All of that said, Berman does say that all of the media and all of the distractions make it harder for any person to unify a party or a country.

“When Franklin Roosevelt spoke on radio, nothing else was going on in the country,” Berman said. “There were no distractions.”

Now there are distractions everywhere, and eight people will desperately be saying, “look at me!”

Doug Grow writes about public affairs, state politics and other topics. He can be reached at dgrow [at] minnpost [dot] com.

Comments (8)

  1. Submitted by Neal Rovick on 08/11/2011 - 10:14 am.

    Rolnick may think that the central issue is unemployment, but really, what have any of thee Republicans proposed to do about unemployment?

    Oh yeah, cut taxes–because that’s what you do when the economy is good, when the economy is bad, when the economy is going sideways.

    And then, cut the safety net, because it’s too expensive for the decreased revenues that are the result of the decreased tax revenues.

    It would be interesting to see if any of the debaters could define “pro-cyclical” versus “counter-cyclical” policies.

    Can any one of those people provide a vision of what the country would be like if their policies were implemented? With some studies by actual thinkers and data to back them up?

    No, that would be too much like science and not enough like religion.

  2. Submitted by Deb Reed on 08/11/2011 - 10:58 am.

    Say all you want republican candidates, we the American public know who you are. We do not want your politics!!! Obama may be having troubles…. but your party are the reason that nothing is getting done, your policies the sad joke of this country!!! I am ashamed you are here!! Not one candidate is in my opinion better than Obama!!! (but NOT just mine!) You can take all the fake polls you want… I know no one that has been called, and that is saying a lot!!!!

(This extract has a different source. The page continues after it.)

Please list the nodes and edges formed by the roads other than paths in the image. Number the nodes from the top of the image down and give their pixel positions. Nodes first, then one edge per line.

  3. Submitted by Dennis Tester on 08/11/2011 - 12:07 pm.

    1. Remember Reagan’s 11th Commandment.
    2. Whoever has the most effective attack on Obama wins the debate.
    3. Look for a consensus on restructuring the tax code to make it flatter to increase revenues and reducing the corporate income tax to zilch to attract foreign investment and jobs.
    3. Democrats should watch something else. The economics discussion will be over your head and you won’t be voting for any of these people anyway so why bother?
    4. These people will be trying to convince the audience that they are the most principled conservative running, unlike the democrat debates where the candidates would never even admit to being a liberal.

  4. Submitted by C.S. Senne on 08/11/2011 - 01:10 pm.

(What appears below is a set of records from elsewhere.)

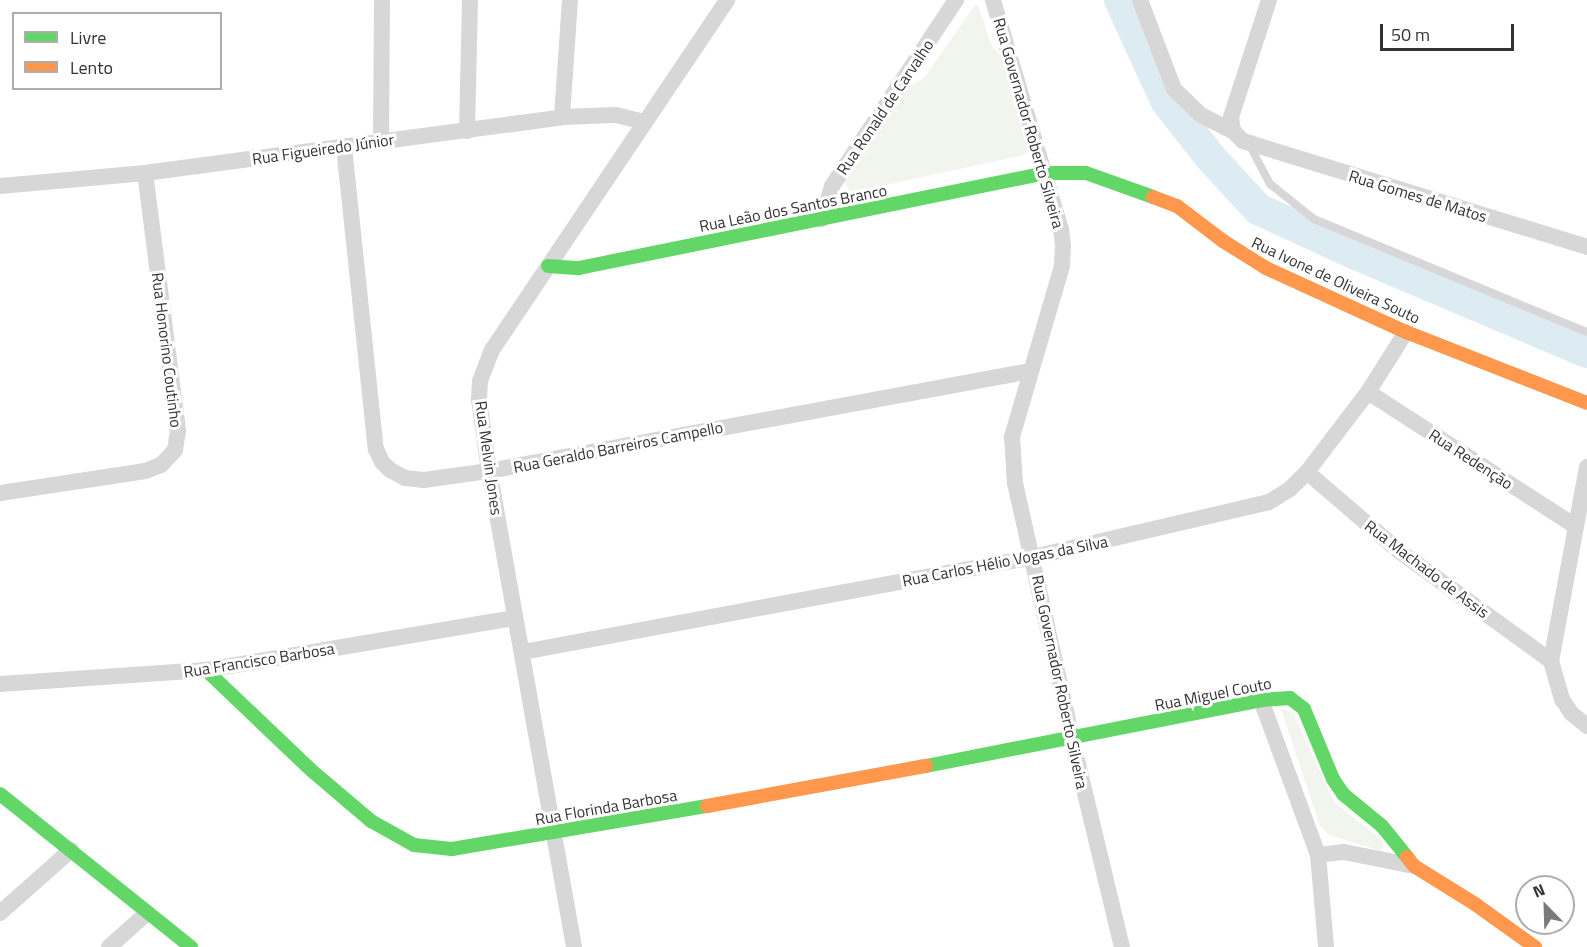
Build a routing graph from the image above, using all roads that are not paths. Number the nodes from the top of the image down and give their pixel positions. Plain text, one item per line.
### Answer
1 (382, 0) edge
2 (470, 0) edge
3 (570, 0) edge
4 (727, 0) edge
5 (956, 0) edge
6 (993, 0) edge
7 (1140, 0) edge
8 (1269, 0) edge
9 (562, 117) junction
10 (644, 122) junction
11 (467, 131) junction
12 (1233, 131) junction
13 (381, 141) junction
14 (1249, 144) junction
15 (344, 147) junction
16 (145, 173) junction
17 (1044, 173) junction
18 (0, 186) edge
19 (822, 219) junction
20 (1587, 247) edge
21 (548, 266) junction
22 (1406, 332) junction
23 (1587, 332) edge
24 (1030, 371) junction
25 (1368, 392) junction
26 (1587, 403) edge
27 (1587, 467) edge
28 (489, 471) junction
29 (1307, 472) junction
30 (0, 493) edge
31 (1575, 526) junction
32 (1033, 557) junction
33 (515, 618) junction
34 (523, 652) junction
35 (1551, 661) junction
36 (206, 670) junction
37 (0, 684) edge
38 (1261, 700) junction
39 (1587, 726) edge
40 (1072, 739) junction
41 (0, 794) edge
42 (553, 834) junction
43 (71, 850) junction
44 (1318, 855) junction
45 (1414, 866) junction
46 (0, 913) edge
47 (147, 913) junction
48 (109, 947) edge
49 (191, 947) edge
50 (574, 947) edge
51 (1122, 947) edge
52 (1326, 947) edge
53 (1534, 947) edge

1 - 13 street
2 - 11 street
3 - 9 street
4 - 10 street, Rua Melvin Jones
5 - 19 street, Rua Ronald de Carvalho
6 - 17 street, Rua Governador Roberto Silveira
7 - 12 street
8 - 12 street
9 - 10 street, Rua Figueiredo Júnior
9 - 11 street, Rua Figueiredo Júnior
10 - 21 street, Rua Melvin Jones
11 - 13 street, Rua Figueiredo Júnior
12 - 14 street
13 - 15 street, Rua Figueiredo Júnior
14 - 20 street, Rua Gomes de Matos
14 - 23 lane
15 - 16 street, Rua Figueiredo Júnior
15 - 28 street, Rua Geraldo Barreiros Campello
16 - 18 street, Rua Figueiredo Júnior
16 - 30 street, Rua Honorino Coutinho
17 - 19 street, Rua Leão dos Santos Branco
17 - 22 street, Rua Ivone de Oliveira Souto
17 - 24 street, Rua Governador Roberto Silveira
19 - 21 street, Rua Leão dos Santos Branco
21 - 28 street, Rua Melvin Jones
22 - 25 street, Rua Carlos Hélio Vogas da Silva
22 - 26 street, Rua Ivone de Oliveira Souto
24 - 28 street, Rua Geraldo Barreiros Campello
24 - 32 street, Rua Governador Roberto Silveira
25 - 29 street, Rua Carlos Hélio Vogas da Silva
25 - 31 street, Rua Redenção
27 - 31 street
28 - 33 street, Rua Melvin Jones
29 - 32 street, Rua Carlos Hélio Vogas da Silva
29 - 35 street, Rua Machado de Assis
31 - 35 street
32 - 34 street, Rua Carlos Hélio Vogas da Silva
32 - 40 street, Rua Governador Roberto Silveira
33 - 34 street, Rua Melvin Jones
33 - 36 street, Rua Francisco Barbosa
34 - 42 street, Rua Melvin Jones
35 - 39 street
36 - 37 street, Rua Francisco Barbosa
36 - 42 street, Rua Florinda Barbosa
38 - 40 street, Rua Miguel Couto
38 - 44 street
38 - 45 street, Rua Miguel Couto
40 - 42 street, Rua Florinda Barbosa
40 - 51 street, Rua Governador Roberto Silveira
41 - 43 street
42 - 50 street, Rua Melvin Jones
43 - 46 street
43 - 47 street
44 - 45 street
44 - 52 street
45 - 53 street, Rua Miguel Couto
47 - 48 street
47 - 49 street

    A reputable source claims that charismatic Ms. Michele will be on a 7-second delay…in case any unflattering camera shots happen to capture that goofy, galvanizing gaze. No sexism allowed!

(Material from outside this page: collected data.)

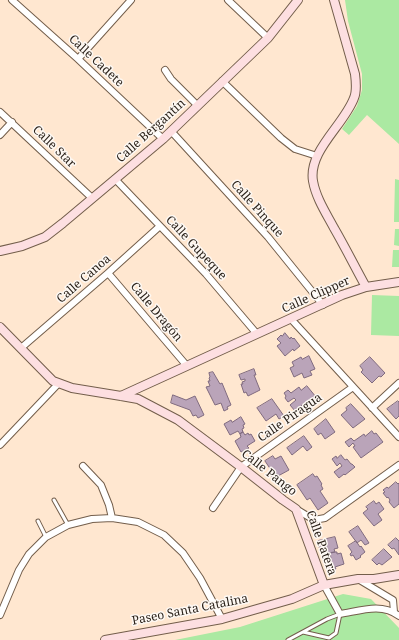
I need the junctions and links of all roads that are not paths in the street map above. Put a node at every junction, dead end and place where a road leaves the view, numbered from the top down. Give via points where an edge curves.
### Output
1 (12, 0) edge
2 (131, 0) edge
3 (228, 0) edge
4 (298, 0) edge
5 (334, 0) edge
6 (268, 38) junction
7 (78, 59) junction
8 (165, 70) dead end
9 (222, 81) junction
10 (197, 105) junction
11 (0, 112) edge
12 (12, 122) junction
13 (171, 132) junction
14 (0, 135) edge
15 (163, 138) junction
16 (317, 156) junction
17 (115, 179) junction
18 (92, 198) junction
19 (160, 226) junction
20 (0, 251) edge
21 (108, 273) junction
22 (399, 282) edge
23 (366, 286) junction
24 (323, 305) junction
25 (291, 319) junction
26 (0, 327) edge
27 (257, 334) junction
28 (21, 348) junction
29 (187, 366) junction
30 (59, 383) junction
31 (399, 383) edge
32 (353, 387) junction
33 (122, 396) junction
34 (372, 408) junction
35 (399, 437) edge
36 (0, 445) edge
37 (83, 466) dead end
38 (399, 466) edge
39 (241, 467) junction
40 (54, 500) dead end
41 (213, 508) dead end
42 (296, 509) junction
43 (112, 518) junction
44 (38, 521) dead end
45 (68, 525) junction
46 (46, 537) junction
47 (399, 575) edge
48 (358, 579) junction
49 (324, 584) junction
50 (340, 614) junction
51 (397, 614) edge
52 (0, 615) edge
53 (222, 619) junction
54 (303, 632) junction
55 (105, 640) edge
56 (288, 640) edge

1 - 7 street, Calle Cadete
2 - 7 street
3 - 6 street
4 - 6 street, Calle Bergantín
5 - 16 street, Calle Clipper via 356,84 354,98 345,116
6 - 9 street, Calle Bergantín
7 - 15 street, Calle Cadete
8 - 10 street
9 - 10 street, Calle Bergantín
9 - 16 street via 281,138 296,148
10 - 13 street, Calle Bergantín
11 - 12 street, Calle Star
12 - 14 street
12 - 18 street, Calle Star
13 - 15 street, Calle Bergantín
13 - 24 street, Calle Pinque via 268,237
15 - 17 street, Calle Bergantín
16 - 23 street, Calle Clipper via 313,180 318,198
17 - 18 street, Calle Bergantín
17 - 19 street, Calle Gupeque
18 - 20 street, Calle Bergantín via 45,237
19 - 21 street, Calle Canoa
19 - 27 street, Calle Gupeque via 206,274
21 - 28 street, Calle Canoa
21 - 29 street, Calle Dragón
22 - 23 street
23 - 24 street, Calle Clipper
24 - 25 street, Calle Clipper
25 - 27 street, Calle Clipper
25 - 32 street
26 - 28 street
27 - 29 street, Calle Clipper
28 - 30 street
29 - 33 street, Calle Clipper
30 - 33 street via 72,388
30 - 36 street
31 - 34 street
32 - 34 street
32 - 39 street, Calle Piragua
33 - 39 street, Calle Pango via 138,399 178,420
34 - 35 street
37 - 43 street via 101,485
38 - 42 street, Calle Pango via 325,518 314,520
39 - 41 street, Calle Piragua
39 - 42 street, Calle Pango
40 - 45 lane
42 - 49 street, Calle Patera
43 - 45 street via 92,519
43 - 53 street via 138,522 164,535 183,552
44 - 46 lane
45 - 46 street
46 - 52 street via 29,554 19,570
47 - 48 street, Paseo Santa Catalina
48 - 49 street, Paseo Santa Catalina
48 - 51 street via 393,600
49 - 50 street
49 - 53 street, Paseo Santa Catalina via 292,599
50 - 51 street via 380,608
50 - 54 lane
50 - 54 lane via 336,633 329,638
53 - 55 street, Paseo Santa Catalina
54 - 56 lane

  5. Submitted by Richard Schulze on 08/11/2011 - 02:45 pm.

    Tough call. Pre-season football starts tonight.
    Any official drinking words or phrases for tonight?

  6. Submitted by Lora Jones on 08/11/2011 - 03:11 pm.

    #4 Dennis — good one at 3. Repubs haven’t paid any attention to economics since Reagan went VooDoo. No doubt this crop will spout the same DooDoo that passes for “economics” at Grover Norquist’s pool parties.

  7. Submitted by Tom Christensen on 08/11/2011 - 04:09 pm.

    Reagan’s 11th amendment is the reason we are where we are. Did you notice how voiceless the republicans were when Bush was spending our country off a financial cliff? That is what voiceless gets you when you are afraid to tell someone in your party they are doing wrong. The republican talking points haven’t changed so why would the results change? The current republican candidates are all followers. If they were leaders they would have led the debt ceiling talks away from gridlock to a sensible solution. Instead they were uncharacteristically silent. The republicans need to find a leader first, and then talk, but for now it is time once again for the republicans to remain voiceless. Good news for all of us, Reagan’s philosophies died years ago because it has been proven over time they were failed policies.

  8. Submitted by David Willard on 08/11/2011 - 06:25 pm.

    Doug Grow advising Republicans is like President “the One” Obama teaching us about capitalism.